税金の滞納で差し押さえられたバイク22台が、一挙にネット公売に出品され話題となっている。中には180万円もの最低見積額が値付けられた絶版車のカワサキ『Z1100GP』や、世界で2000台のみが生産された限定車のドゥカティ『PS1000LE』など稀少なモデルもあり、その台数もあってバイクファン達をざわつかせているようだ。

今回のニュースで初めて「公売」というシステムを知った人もいるかもしれない。公売とは、国税局や税務署が差し押さえた財産を入札によってさまざまな「財産」を売却するオークションのことで、原則だれでも参加が可能だ。現在はヤフーオークションの中でも「官公庁オークション」として窓口が開かれており、家電、おもちゃ、ファッションなどから自動車、バイク、そして不動産まであらゆる差し押さえ物件が出品されている。

期間内、もしくは指定された日時に見積額(最低金額)以上の金額を入札して、最も高い金額を提示した人が落札する、というのは一般的なオークションと全く同じ。大きな違いは、入札前に「公売保証金」という手付金のようなものを一時的に支払うという点で、公売保証金は出品ごとに異なる。今回話題となっているZ1100GPなら40万円、PS1000LEなら18万円という具合だ。

オークションのため最終的な落札金額は入札者次第だが、欲しいものを市場価格よりも安く手に入れることができる可能性がある。ちなみに最初に設定されている見積額は、「精通者の意見を参考にしている」(国税庁ウェブサイトより)という。

いっぽうでデメリットもある。自動車、バイクの場合で言えば、引き渡しまで実車の確認ができない(保管者により可能な場合もある)、物品を滞納者側で保管している場合は直接引き渡しのやりとりをおこなう必要がある、など。もし保管者が引き渡しを拒否しても「国は義務を負わない」(同)ので注意が必要だ。だが、今回のバイクのように、国税局がすでに徴収しているものは指定の場所で引き渡しがおこなわれるので、入札前にしっかりと確認しておくのが吉だ。

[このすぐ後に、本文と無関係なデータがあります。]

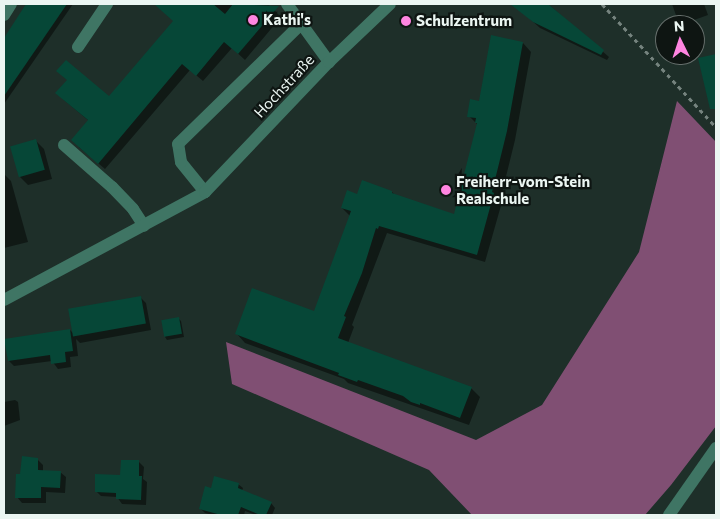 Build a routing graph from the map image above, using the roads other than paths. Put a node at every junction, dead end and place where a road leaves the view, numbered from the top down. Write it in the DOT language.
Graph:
graph roads {
  1 [pos="11,4"];
  2 [pos="107,4"];
  3 [pos="287,4"];
  4 [pos="390,4"];
  5 [pos="4,15"];
  6 [pos="301,24"];
  7 [pos="78,47"];
  8 [pos="329,62"];
  9 [pos="64,145"];
  10 [pos="205,192"];
  11 [pos="144,226"];
  12 [pos="4,300"];
  13 [pos="716,448"];
  14 [pos="669,515"];
  1 -- 5 [label="street"];
  2 -- 7 [label="street"];
  3 -- 6 [label="street"];
  4 -- 8 [label="street, Hochstraße"];
  6 -- 8 [label="street"];
  6 -- 10 [label="street, Hochstraße"];
  8 -- 10 [label="street, Hochstraße"];
  9 -- 11 [label="street"];
  10 -- 11 [label="street, Hochstraße"];
  11 -- 12 [label="street, Hochstraße"];
  13 -- 14 [label="street"];
} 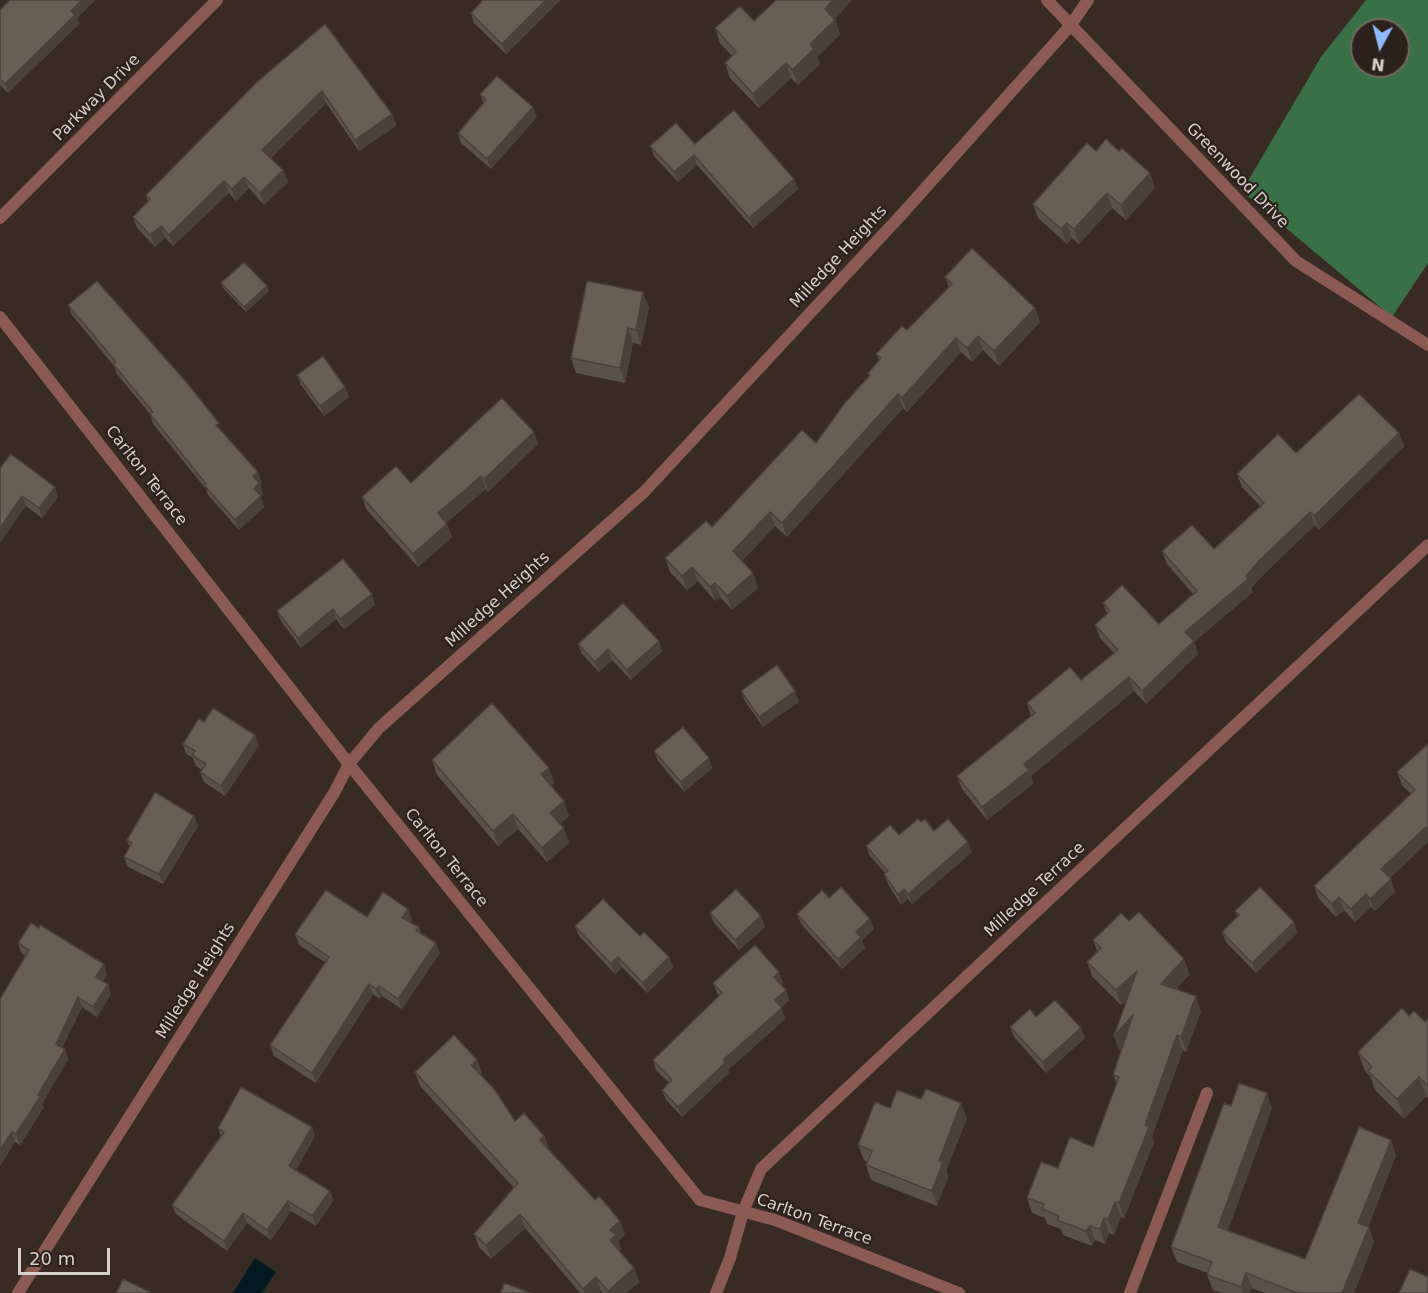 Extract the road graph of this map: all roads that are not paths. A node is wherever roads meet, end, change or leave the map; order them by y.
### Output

4月21日現在、国税局の公売情報を確認すると30件の自動車、バイクが確認できる。最も見積額が高いのは前述のZ1100GPだが、5万7000円の日産『エルグランド』や135万円のポルシェ『カイエン』、161万円のジャガー『XF』のほか、トランスポーターやアルミバントラックなど、差し押さえの経緯を想像せずにはいられない様々な「財産」が出品されている。

公売を利用すれば、あこがれのクルマやバイクをお得に手に入れることも…?運がよければ可能かもしれない。

今回話題となった22台のバイクの参加申込期間は、4月27日13時から5月10日17時まで。買受申込期間は、5月19日13時から5月22日13時までとなっている。写真などの詳細は国税局の「公売情報」ページで確認することができる。